The two phase approach for task scheduling and execution is summarized in Figure 3 in the original paper. The process begins with workers reporting available resources. You can think of these “reports” as tuples (w_i, r_1, r_2, …r_n) where w_i identifies the worker, and r_1, …, r_n represent resource attributes. For example, r_1 may represent the number of CPUs, r_2 may represent memory, r_3 the presence or absence of a GPU, and so on. Armed with the knowledge of the capabilities of the cluster, the master can begin issuing offers to framework schedulers. An offer is also a tuple (w_i, r_1, …, r_n) – it’s a record that represents resources that a scheduler can choose to use. At this point, the framework scheduler can choose to either accept or reject the offer. Frameworks decide to accept or reject based on the pending list of tasks that need to be executed by the framework. There are legitimate reasons for rejecting offers even if tasks are pending; for example pending tasks may require a GPU but the offer does not include one. When an offer is accepted, the framework scheduler sends back a list of tuples (t_i, u_1, …, u_n), with t_i identifying a task to be executed, and u_i representing the resources that will be utilized by the task when it is executed. The master can then send the tasks to workers for execution. It also “adjusts the books” so that future resource offers will account for the running tasks. When tasks are completed, the master is notified so that it can then account for these newly available resources.

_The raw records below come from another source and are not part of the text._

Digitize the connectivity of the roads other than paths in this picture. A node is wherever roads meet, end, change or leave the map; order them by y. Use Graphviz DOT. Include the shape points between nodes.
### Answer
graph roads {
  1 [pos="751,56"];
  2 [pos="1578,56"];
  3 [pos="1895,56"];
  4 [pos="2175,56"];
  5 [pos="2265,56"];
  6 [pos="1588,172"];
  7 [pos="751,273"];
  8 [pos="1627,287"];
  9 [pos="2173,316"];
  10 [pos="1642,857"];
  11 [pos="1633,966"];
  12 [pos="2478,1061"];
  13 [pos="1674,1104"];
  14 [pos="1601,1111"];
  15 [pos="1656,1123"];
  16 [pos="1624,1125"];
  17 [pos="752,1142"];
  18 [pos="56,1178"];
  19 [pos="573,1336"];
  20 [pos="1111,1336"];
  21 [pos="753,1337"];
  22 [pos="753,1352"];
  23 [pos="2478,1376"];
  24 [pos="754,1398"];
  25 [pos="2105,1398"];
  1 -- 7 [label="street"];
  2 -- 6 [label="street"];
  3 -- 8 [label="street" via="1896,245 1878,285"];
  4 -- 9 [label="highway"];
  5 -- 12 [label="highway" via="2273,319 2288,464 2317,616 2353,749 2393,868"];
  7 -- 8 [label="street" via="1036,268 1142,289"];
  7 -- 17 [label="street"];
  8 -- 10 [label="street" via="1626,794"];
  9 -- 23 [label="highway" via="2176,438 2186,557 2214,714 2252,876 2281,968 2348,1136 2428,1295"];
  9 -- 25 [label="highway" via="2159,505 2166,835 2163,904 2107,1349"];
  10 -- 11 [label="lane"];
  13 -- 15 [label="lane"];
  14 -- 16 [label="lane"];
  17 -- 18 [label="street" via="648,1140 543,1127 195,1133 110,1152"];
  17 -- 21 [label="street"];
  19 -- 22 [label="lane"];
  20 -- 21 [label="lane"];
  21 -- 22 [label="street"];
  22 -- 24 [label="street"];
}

It might be helpful to compare this process to home mortgages. In this world, Mesos plays the role of a mortgage broker. A Mesos offer represents the terms of a mortgage, offered to lenders (schedulers). An approval constitutes an agreement by a lender to fund the loan.
As the paper notes, the ability for frameworks to reject offers is an important extensibility point that allows for frameworks to account for its own considerations, without burdening Mesos with the details.
The process of brokering offers and launching tasks is the heart of Mesos. There are a number of important additional considerations, of course: how to handle long running or “zombie” tasks, task isolation, robustness, and fault tolerance. Mesos relies on existing framework or cluster node mechanisms to handle these considerations when possible, and adds simple policies to Mesos itself when this is not possible. This all falls under the general design principle of keeping Mesos simple. These mechanisms are described in Section 3 of the paper. The details are interesting but are not fundamental to understanding the design.
As noted earlier, Mesos takes a decentralized approach: offers are made to frameworks, and the frameworks schedule accepted offers. Frameworks are (implicitly) incented by Mesos to adopt certain policies in order to improve throughput. These incentives are given in Section 4.4:
- Uses short tasks,
- Uses resources as soon as they are allocated,
- Ability to scale down,
- Does not accept unknown resources.
Frameworks that follow these guidelines yield high utilization when managed by Mesos.
Mesos does not claim to be the only viable solution for cluster resource management. For example, in a traditional HPC-style cluster environment with specialized, largely homogeneous hardware and fixed-size jobs, centralized scheduling may be more appropriate. In a grid computing environment where geographically separate and separately administered resources are marshaled together for a computation (like me and my colleagues did for the famed “nug30” problem back in 2000), additional layers may need to sit on top of a framework such as Mesos.
Nonetheless for many modern cluster workloads, especially those for large scale machine learning, Mesos is an excellent choice.